シリカは金属系、窒化物系、炭素系フィラーと比較し熱伝導率は劣るが、高耐熱、低誘電、電気絶縁に優れていることから、半導体封止材向けとして広く用いられている。近年はノートPCがスマートフォンやタブレット端末に代替され、ノートPCの需要が減少した影響を受け、当該市場は微減傾向で推移している。

低ソーダアルミナは、今まではスマートフォンを中心とした民生機器向けTIMの需要の増加に連動して、市場が拡大していた。近年は自動車の電装化に伴うTIMの需要増に牽引され、市場が拡大している。

球状・丸み状・多面体アルミナは、高放熱性が要求されるTIM向けに需要が拡大している。特に自動車や産業機器等のパワーモジュール、自動車LEDヘッドランプ向けの伸びが大きい。

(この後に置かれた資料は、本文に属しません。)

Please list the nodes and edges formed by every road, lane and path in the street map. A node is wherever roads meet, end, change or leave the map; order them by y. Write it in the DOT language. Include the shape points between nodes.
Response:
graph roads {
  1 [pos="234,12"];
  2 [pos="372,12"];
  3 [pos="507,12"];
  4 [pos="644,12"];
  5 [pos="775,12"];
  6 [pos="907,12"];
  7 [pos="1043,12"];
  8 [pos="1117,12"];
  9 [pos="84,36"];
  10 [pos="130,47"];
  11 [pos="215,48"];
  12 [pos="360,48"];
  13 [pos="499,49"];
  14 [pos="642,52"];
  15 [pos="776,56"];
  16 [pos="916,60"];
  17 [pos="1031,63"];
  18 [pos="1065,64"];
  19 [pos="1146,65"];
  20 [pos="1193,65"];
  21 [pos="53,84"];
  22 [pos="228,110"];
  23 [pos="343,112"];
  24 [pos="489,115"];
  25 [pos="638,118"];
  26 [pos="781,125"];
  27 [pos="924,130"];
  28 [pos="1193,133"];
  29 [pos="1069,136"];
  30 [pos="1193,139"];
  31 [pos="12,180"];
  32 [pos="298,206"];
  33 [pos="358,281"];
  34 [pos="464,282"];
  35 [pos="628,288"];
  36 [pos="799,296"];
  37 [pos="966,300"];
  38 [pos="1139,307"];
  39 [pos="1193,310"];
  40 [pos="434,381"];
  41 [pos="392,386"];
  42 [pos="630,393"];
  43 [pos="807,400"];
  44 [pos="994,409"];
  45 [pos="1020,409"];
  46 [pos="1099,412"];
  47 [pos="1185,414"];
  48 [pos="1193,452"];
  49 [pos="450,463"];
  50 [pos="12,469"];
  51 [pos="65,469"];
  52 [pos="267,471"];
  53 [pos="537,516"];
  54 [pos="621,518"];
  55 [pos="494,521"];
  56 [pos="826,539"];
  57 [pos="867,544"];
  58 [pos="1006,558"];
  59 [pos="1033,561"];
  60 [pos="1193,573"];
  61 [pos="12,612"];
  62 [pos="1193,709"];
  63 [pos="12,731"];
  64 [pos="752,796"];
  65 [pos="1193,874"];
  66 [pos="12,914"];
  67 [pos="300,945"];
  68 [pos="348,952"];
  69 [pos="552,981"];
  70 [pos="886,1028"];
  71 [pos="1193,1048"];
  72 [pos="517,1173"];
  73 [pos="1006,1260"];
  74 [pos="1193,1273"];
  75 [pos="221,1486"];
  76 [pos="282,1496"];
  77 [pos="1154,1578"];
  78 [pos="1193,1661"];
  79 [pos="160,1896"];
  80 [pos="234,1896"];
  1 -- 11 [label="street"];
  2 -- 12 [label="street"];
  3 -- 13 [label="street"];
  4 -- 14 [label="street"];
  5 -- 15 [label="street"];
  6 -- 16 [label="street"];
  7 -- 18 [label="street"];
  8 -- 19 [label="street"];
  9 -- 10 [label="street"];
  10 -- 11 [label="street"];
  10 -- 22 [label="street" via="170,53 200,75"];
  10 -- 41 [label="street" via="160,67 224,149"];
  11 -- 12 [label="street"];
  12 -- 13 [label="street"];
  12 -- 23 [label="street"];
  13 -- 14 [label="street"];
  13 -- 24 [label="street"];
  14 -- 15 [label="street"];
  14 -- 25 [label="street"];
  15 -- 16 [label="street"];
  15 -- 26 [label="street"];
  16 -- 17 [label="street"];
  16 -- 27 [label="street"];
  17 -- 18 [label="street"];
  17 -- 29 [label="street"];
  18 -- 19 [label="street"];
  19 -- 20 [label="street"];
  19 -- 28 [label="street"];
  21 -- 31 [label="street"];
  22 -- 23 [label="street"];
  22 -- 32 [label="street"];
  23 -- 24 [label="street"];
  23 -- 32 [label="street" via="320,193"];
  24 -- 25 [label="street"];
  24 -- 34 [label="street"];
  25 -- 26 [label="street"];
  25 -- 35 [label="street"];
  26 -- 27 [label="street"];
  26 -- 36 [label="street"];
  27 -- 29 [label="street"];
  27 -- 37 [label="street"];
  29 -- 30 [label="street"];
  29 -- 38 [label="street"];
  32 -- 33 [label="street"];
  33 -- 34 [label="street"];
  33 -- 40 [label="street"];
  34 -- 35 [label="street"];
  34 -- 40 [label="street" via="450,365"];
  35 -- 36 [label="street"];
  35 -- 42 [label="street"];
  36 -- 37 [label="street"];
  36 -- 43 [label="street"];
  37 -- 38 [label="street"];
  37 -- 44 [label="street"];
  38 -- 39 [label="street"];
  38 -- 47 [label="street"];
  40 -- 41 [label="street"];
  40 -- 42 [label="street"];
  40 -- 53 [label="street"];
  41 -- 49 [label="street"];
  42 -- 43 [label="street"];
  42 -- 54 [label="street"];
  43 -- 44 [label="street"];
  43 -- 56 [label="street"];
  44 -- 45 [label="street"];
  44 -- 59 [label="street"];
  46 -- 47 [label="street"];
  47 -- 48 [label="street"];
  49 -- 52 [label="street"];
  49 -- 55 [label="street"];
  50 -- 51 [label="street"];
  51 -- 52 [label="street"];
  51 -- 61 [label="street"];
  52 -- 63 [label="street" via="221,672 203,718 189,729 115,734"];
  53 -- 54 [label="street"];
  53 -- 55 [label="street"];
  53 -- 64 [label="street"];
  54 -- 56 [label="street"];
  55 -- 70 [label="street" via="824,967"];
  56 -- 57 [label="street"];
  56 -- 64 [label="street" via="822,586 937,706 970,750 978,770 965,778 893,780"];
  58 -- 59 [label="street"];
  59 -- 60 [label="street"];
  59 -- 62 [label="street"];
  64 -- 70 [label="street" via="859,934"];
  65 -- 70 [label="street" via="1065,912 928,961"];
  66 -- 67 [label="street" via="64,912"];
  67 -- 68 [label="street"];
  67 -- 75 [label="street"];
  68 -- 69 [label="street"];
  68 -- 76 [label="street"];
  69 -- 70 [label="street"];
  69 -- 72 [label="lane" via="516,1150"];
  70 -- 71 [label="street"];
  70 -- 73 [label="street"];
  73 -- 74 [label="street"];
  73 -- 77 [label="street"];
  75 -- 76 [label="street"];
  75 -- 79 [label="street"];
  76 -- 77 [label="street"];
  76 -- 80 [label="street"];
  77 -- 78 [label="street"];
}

窒化アルミは主に高性能サーバ、無線基地局のCPU、各種センサー周り等の発熱体向けTIMに使用されている。各国、地域の4G、5Gに関連する旺盛な設備投資に伴い、当該市場も拡大した。

窒化ホウ素は米国市場を中心に自動車や太陽光発電用パワーコンディショナ、電鉄車両のパワーモジュール向けTIMに使用されている。今後も米国、アジア、欧州の海外パワーモジュール用途を主体に当該市場の拡大が見込まれる。